Copy the data that follows, exactly and completely.

------------------------------------------------------------

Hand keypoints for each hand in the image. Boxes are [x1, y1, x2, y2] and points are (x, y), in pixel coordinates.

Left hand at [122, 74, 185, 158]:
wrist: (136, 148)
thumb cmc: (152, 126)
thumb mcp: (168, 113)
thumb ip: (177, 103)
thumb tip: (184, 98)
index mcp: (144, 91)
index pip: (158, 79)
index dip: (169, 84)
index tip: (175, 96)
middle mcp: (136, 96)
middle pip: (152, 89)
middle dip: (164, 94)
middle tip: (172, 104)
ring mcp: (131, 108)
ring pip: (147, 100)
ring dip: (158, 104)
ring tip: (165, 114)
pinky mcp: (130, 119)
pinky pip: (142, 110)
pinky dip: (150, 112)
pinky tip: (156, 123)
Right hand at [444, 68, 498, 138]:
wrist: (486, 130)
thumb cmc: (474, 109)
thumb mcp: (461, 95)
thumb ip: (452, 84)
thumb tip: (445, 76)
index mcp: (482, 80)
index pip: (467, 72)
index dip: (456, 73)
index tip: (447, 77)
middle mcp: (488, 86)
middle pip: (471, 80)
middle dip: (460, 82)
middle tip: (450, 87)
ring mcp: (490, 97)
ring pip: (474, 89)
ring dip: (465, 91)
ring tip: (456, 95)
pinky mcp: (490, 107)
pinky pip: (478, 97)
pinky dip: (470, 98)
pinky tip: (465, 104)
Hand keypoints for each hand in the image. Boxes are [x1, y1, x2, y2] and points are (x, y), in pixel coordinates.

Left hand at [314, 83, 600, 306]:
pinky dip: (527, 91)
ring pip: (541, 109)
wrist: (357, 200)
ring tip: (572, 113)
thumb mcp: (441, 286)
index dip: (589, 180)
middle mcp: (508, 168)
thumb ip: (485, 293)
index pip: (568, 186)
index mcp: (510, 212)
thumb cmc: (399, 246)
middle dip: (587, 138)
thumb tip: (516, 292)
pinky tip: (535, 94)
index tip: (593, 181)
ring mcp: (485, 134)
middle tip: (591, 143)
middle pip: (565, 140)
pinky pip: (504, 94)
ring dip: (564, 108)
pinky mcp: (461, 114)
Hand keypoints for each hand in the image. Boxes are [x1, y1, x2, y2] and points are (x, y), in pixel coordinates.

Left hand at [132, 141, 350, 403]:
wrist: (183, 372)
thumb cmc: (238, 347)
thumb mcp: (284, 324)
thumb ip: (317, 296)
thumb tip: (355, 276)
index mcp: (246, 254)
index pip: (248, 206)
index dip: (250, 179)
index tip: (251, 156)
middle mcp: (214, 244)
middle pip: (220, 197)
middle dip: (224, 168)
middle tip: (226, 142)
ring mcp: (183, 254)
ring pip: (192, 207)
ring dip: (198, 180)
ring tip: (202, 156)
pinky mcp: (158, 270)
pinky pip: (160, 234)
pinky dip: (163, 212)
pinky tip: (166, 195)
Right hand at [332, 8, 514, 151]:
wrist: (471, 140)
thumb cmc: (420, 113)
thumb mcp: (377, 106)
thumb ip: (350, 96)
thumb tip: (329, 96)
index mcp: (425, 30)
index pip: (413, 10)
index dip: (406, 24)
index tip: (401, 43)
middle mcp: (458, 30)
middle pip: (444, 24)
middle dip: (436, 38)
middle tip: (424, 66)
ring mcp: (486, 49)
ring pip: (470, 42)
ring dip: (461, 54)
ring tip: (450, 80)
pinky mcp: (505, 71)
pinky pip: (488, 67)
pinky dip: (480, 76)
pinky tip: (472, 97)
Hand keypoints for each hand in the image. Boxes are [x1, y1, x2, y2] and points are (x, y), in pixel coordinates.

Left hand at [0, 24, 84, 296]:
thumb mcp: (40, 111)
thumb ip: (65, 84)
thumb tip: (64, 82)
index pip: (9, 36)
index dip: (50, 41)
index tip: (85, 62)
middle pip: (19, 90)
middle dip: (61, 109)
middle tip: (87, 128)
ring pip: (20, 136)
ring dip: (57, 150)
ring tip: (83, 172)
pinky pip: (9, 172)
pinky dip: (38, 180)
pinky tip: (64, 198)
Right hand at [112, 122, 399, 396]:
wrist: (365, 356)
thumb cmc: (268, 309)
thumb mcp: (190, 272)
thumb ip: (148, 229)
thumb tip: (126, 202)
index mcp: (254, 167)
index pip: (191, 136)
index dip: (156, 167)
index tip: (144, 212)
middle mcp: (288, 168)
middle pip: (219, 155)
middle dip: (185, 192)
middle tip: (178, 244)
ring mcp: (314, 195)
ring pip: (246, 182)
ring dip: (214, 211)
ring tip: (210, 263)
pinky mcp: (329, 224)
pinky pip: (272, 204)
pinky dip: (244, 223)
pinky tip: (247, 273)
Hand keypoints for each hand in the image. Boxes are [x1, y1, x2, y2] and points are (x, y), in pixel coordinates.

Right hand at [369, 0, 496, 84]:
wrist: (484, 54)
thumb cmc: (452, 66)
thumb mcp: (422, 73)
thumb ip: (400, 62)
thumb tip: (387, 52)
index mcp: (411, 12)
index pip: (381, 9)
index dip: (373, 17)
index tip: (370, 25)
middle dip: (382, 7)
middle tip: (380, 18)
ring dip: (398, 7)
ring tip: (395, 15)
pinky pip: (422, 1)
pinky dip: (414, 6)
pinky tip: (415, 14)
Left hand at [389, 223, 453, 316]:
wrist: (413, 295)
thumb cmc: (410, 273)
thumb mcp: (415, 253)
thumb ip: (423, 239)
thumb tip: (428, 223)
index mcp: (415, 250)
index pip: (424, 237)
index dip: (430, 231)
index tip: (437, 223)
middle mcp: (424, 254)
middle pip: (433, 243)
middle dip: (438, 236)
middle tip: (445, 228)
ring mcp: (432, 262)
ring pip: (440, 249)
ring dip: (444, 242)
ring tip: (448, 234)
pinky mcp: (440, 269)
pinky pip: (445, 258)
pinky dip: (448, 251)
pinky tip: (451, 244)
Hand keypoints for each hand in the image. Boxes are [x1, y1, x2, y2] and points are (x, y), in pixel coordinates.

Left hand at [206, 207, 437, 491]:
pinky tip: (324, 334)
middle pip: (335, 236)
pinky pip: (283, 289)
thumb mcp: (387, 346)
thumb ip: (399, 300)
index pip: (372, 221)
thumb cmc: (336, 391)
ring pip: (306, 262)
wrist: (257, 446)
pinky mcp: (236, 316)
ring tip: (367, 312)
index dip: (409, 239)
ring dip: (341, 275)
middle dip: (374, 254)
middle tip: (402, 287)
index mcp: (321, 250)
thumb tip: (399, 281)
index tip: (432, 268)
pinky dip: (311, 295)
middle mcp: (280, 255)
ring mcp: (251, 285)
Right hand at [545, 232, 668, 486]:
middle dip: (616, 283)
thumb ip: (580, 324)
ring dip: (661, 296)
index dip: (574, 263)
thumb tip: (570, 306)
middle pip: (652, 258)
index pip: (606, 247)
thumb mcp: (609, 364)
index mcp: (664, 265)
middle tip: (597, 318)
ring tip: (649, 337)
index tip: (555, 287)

------------------------------------------------------------

» **RESPONSE TO THE EXERCISE**:
Hand keypoints for each hand in the image. Boxes are [x1, y1, x2, y2] and points are (x, y), in pixel coordinates.

Left hand at [122, 74, 185, 158]:
wrist: (136, 148)
thumb cmc: (152, 126)
thumb mcp: (168, 113)
thumb ip: (177, 103)
thumb tip: (184, 98)
index mcp: (144, 91)
index pip: (158, 79)
index dip: (169, 84)
index tip: (175, 96)
middle mcp: (136, 96)
middle pip: (152, 89)
middle dip: (164, 94)
middle tip: (172, 104)
ring mcp: (131, 108)
ring pip: (147, 100)
ring dip: (158, 104)
ring tip: (165, 114)
pinky mcp: (130, 119)
pinky pip: (142, 110)
pinky dip: (150, 112)
pinky tip: (156, 123)
Right hand at [444, 68, 498, 138]:
wrist: (486, 130)
thumb cmc: (474, 109)
thumb mcp: (461, 95)
thumb ip: (452, 84)
thumb tip: (445, 76)
index mcp: (482, 80)
index pip: (467, 72)
index dip: (456, 73)
index tip: (447, 77)
middle mcp: (488, 86)
middle pip: (471, 80)
middle dip: (460, 82)
middle tip: (450, 87)
ring mcp: (490, 97)
ring pip: (474, 89)
ring dip: (465, 91)
ring tip: (456, 95)
pinky mcp: (490, 107)
pinky pip: (478, 97)
pinky dip: (470, 98)
pinky tip: (465, 104)
Hand keypoints for each hand in the image. Boxes are [x1, y1, x2, y2] and points are (x, y), in pixel coordinates.

Left hand at [314, 83, 600, 306]:
pinky dip: (527, 91)
ring pip: (541, 109)
wrist: (357, 200)
ring tip: (572, 113)
thumb mcp: (441, 286)
index dip: (589, 180)
middle mcp: (508, 168)
thumb ip: (485, 293)
index pip: (568, 186)
index mcp: (510, 212)
thumb cmc: (399, 246)
middle dip: (587, 138)
thumb tip: (516, 292)
pinky tip: (535, 94)
index tip: (593, 181)
ring mcp: (485, 134)
middle tip: (591, 143)
middle pip: (565, 140)
pinky pip: (504, 94)
ring dip: (564, 108)
pinky mcp: (461, 114)
Hand keypoints for each hand in the image. Boxes are [x1, y1, x2, y2] and points are (x, y), in pixel coordinates.

Left hand at [132, 141, 350, 403]:
wrist: (183, 372)
thumb cmc: (238, 347)
thumb mcp: (284, 324)
thumb ip: (317, 296)
thumb tip: (355, 276)
index mcp: (246, 254)
index pip: (248, 206)
index dip: (250, 179)
index tip: (251, 156)
middle mcp: (214, 244)
middle pip: (220, 197)
middle dip: (224, 168)
middle tip: (226, 142)
ring mcp: (183, 254)
ring pip: (192, 207)
ring dip: (198, 180)
ring tip: (202, 156)
pinky mcp: (158, 270)
pinky pip: (160, 234)
pinky dip: (163, 212)
pinky tip: (166, 195)
Right hand at [332, 8, 514, 151]:
wrist: (471, 140)
thumb cmc: (420, 113)
thumb mcp: (377, 106)
thumb ip: (350, 96)
thumb tip: (329, 96)
index mcp: (425, 30)
index pip: (413, 10)
index dip: (406, 24)
index tip: (401, 43)
middle mcp: (458, 30)
middle pip: (444, 24)
middle dip: (436, 38)
middle tip: (424, 66)
ring mcp: (486, 49)
ring pip: (470, 42)
ring dip: (461, 54)
ring tip: (450, 80)
pinky mcp: (505, 71)
pinky pip: (488, 67)
pinky dip: (480, 76)
pinky tip: (472, 97)
Hand keypoints for each hand in the image. Boxes are [x1, y1, x2, y2] and points are (x, y), in pixel coordinates.

Left hand at [0, 24, 84, 296]:
thumb mcp: (40, 111)
thumb ip: (65, 84)
thumb tip: (64, 82)
index pip: (9, 36)
index dip: (50, 41)
index tip: (85, 62)
middle pip: (19, 90)
middle dip: (61, 109)
middle tip: (87, 128)
ring pip: (20, 136)
ring dip: (57, 150)
ring tip: (83, 172)
pinky pip: (9, 172)
pinky dip: (38, 180)
pinky tip: (64, 198)
Right hand at [112, 122, 399, 396]:
wrist: (365, 356)
thumb cmc: (268, 309)
thumb mcp: (190, 272)
thumb ip: (148, 229)
thumb tip: (126, 202)
index mcp: (254, 167)
index pip: (191, 136)
index dip: (156, 167)
index tip: (144, 212)
middle mcp: (288, 168)
middle pip: (219, 155)
middle dip: (185, 192)
middle tip: (178, 244)
ring mcp: (314, 195)
ring pip: (246, 182)
ring dip: (214, 211)
ring tip: (210, 263)
pinky mcp: (329, 224)
pinky pip: (272, 204)
pinky dip: (244, 223)
pinky tip: (247, 273)
Hand keypoints for each hand in the image. Boxes are [x1, y1, x2, y2] and points are (x, y), in pixel coordinates.

Right hand at [369, 0, 496, 84]:
wrist: (484, 54)
thumb cmc: (452, 66)
thumb mcp: (422, 73)
thumb ip: (400, 62)
thumb tip: (387, 52)
index mcp: (411, 12)
index pip: (381, 9)
index dip: (373, 17)
index tip: (370, 25)
middle dip: (382, 7)
middle tip: (380, 18)
ring dip: (398, 7)
ring tip: (395, 15)
pinky pip: (422, 1)
pinky dip: (414, 6)
pinky tip: (415, 14)
Left hand at [389, 223, 453, 316]:
wrist: (413, 295)
thumb cmc: (410, 273)
thumb mcp: (415, 253)
thumb ip: (423, 239)
thumb tip: (428, 223)
index mcp: (415, 250)
index pip: (424, 237)
index dip: (430, 231)
index tip: (437, 223)
middle mcp: (424, 254)
middle pip: (433, 243)
middle dip: (438, 236)
middle tip: (445, 228)
ring mcp: (432, 262)
ring pip: (440, 249)
ring dip: (444, 242)
ring tip: (448, 234)
pinky mcp: (440, 269)
pinky pip: (445, 258)
pinky dip: (448, 251)
pinky tip: (451, 244)
Hand keypoints for each hand in the image. Boxes are [x1, y1, x2, y2] and points are (x, y), in pixel coordinates.

Left hand at [206, 207, 437, 491]:
pinky tip: (324, 334)
middle pip: (335, 236)
pinky pip: (283, 289)
thumb mcp: (387, 346)
thumb ip: (399, 300)
index pip: (372, 221)
thumb cmc: (336, 391)
ring pip: (306, 262)
wrist: (257, 446)
pinky mcp: (236, 316)
ring tip: (367, 312)
index dip: (409, 239)
ring dip: (341, 275)
middle dip: (374, 254)
middle tip: (402, 287)
index mcp: (321, 250)
thumb tip: (399, 281)
index tip: (432, 268)
pinky dip: (311, 295)
middle mcp: (280, 255)
ring mcp: (251, 285)
Right hand at [545, 232, 668, 486]:
middle dip: (616, 283)
thumb ip: (580, 324)
ring dip: (661, 296)
index dip: (574, 263)
thumb tip: (570, 306)
middle pip: (652, 258)
index pip: (606, 247)
thumb mcp: (609, 364)
index mcp: (664, 265)
middle tip: (597, 318)
ring tip: (649, 337)
index tip: (555, 287)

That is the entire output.